”Very good discussions — constructive discussions.” Anna Tibaijuka’s comments to journalists following her meeting with Zimbabwean President Robert Mugabe earlier this month sounded like the standard diplomatic brush-off. But anyone who had hoped the United Nations secretary general’s special envoy to Zimbabwe was about to tiptoe over the matter of housing demolitions would have been disappointed when her report on the visit was published a few weeks later, full of phrases like ”indifference to human suffering”.
One Zimbabwean journalist told the Mail & Guardian that Tibaijuka — who is the executive director of Habitat, the UN housing agency — had come to the country as an ”unknown quantity”, with neither the government nor the opposition knowing how she would approach her mission. As it happened, she took no nonsense from anyone.
”The government tried to direct her programme, but she was quite forthright and domineering,” the Zimbabwean journalist recalled. ”When she met the mayor of Bulawayo [an opposition member], she insisted on the government people leaving the meeting. She listened to the NGOs and humanitarian agencies and that is reflected in her report.”
”She speaks her mind — that’s for real,” says Tanzanian journalist Mike Sikawa. ”She is someone who is well reputed and well respected.”

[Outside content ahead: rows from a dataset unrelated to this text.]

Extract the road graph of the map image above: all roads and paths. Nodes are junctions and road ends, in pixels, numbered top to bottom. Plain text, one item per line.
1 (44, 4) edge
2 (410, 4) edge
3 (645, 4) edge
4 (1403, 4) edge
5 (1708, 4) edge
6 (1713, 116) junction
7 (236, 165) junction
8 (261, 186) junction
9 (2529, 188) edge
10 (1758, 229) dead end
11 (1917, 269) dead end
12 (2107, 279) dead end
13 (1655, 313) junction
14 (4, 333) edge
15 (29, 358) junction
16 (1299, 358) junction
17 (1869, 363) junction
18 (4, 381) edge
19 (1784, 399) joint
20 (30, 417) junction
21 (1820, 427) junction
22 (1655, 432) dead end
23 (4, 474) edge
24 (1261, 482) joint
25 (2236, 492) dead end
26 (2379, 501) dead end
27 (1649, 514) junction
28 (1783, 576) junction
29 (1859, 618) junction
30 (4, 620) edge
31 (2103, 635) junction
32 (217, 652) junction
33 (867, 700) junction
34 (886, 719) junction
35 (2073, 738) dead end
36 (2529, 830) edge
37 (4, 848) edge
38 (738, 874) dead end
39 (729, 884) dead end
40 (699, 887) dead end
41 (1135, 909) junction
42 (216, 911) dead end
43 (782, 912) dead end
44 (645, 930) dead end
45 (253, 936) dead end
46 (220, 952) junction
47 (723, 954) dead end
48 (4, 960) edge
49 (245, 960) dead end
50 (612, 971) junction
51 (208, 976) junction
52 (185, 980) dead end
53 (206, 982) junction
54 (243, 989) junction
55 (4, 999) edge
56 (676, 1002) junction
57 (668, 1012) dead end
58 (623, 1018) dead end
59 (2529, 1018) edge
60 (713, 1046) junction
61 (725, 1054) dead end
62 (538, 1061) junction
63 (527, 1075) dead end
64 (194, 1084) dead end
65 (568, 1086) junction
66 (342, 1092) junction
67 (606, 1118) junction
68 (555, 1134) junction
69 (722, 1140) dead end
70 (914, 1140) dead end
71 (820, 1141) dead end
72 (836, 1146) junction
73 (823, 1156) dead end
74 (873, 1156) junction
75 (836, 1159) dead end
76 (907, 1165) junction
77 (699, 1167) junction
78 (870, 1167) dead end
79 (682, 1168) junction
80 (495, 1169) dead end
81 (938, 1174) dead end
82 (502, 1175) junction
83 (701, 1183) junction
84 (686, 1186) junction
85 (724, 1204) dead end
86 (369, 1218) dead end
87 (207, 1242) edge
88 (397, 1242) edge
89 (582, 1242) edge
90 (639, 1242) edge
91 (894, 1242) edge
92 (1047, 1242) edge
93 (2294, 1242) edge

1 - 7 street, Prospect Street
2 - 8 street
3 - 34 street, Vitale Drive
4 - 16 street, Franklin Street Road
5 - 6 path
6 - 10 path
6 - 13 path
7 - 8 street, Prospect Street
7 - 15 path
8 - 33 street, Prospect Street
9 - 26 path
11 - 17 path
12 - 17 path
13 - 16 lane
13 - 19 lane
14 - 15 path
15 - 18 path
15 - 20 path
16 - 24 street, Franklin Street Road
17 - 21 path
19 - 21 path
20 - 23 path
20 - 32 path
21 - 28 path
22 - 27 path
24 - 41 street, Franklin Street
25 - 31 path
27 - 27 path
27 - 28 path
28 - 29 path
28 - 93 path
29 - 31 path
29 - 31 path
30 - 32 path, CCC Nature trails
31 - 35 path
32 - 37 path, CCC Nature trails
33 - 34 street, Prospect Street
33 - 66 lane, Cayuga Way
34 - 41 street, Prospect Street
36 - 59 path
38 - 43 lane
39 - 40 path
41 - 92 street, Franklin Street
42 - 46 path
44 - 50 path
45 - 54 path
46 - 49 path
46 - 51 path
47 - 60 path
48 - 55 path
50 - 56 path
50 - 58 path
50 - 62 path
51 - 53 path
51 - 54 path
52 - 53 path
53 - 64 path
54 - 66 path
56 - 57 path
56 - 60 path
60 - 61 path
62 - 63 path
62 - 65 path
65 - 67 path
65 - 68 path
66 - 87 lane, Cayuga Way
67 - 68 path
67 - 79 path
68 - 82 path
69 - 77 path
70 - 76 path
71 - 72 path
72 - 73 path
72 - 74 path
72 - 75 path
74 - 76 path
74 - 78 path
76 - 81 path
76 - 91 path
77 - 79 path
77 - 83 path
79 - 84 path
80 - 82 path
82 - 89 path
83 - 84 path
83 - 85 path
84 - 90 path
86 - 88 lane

A member of the British-sponsored Commission for Africa, and professor of economics at Dar es Salaam University, Tibaijuka is equally well known in Tanzania as a civil society activist, campaigning particularly to overcome discrimination against women. ”Unless you organise, expose, name and shame these inequities, the public is normally well-meaning but these things are not articulated to them,” she said in an interview with UN Radio last year.
She founded the Tanzanian National Women’s Council, which developed as a non-party political alternative to the long-established Women’s League of the ruling party. The respect she is accorded in Tanzania has not been clouded by her departure to work for the UN, Sikawa says. ”She’s maintained close links with people who make a difference, with people who matter — with women’s organisations in Tanzania.”
Tibaijuka attributes her success, ultimately, to a father who defied convention in their coffee-growing home region of Kagera, in western Tanzania, by insisting that his daughters be educated: ”It was a struggle because he had to convince his kinsman about what he was doing.”
She studied at Dar es Salaam University before marrying a Tanzanian diplomat and moving to Sweden. Determined not to be just ”a housewife bride”, she pursued her postgraduate studies there, gaining a doctorate in agricultural economics.
Tibaijuka took charge of what was then the UN Centre for Human Settlements in 2000 and, two years later, oversaw its upgrade to a fully-fledged programme, UN Habitat. The change elevated Tibaijuka to the rank of under secretary general, but her style has remained markedly different from that of the former government ministers and corporate executives who typically populate that rung of the UN.
Last year she described as a ”shame” the fact that 72% of Africa’s urban population are slum dwellers. Asked in the same interview to give a practical definition of slum living, she replied: ”If you are living in overcrowded conditions without access to safe drinking water, without access to sanitation, without home security or secure tenure, and you don’t know whether the mayor is going to come the next day and rip down, bulldoze, your house, then we say you are living in a precarious living environment. That’s how we give it a very practical meaning.”
It was a definition that echoed loudly less than a year later when she was called on to apply her mind to the situation in Zimbabwe.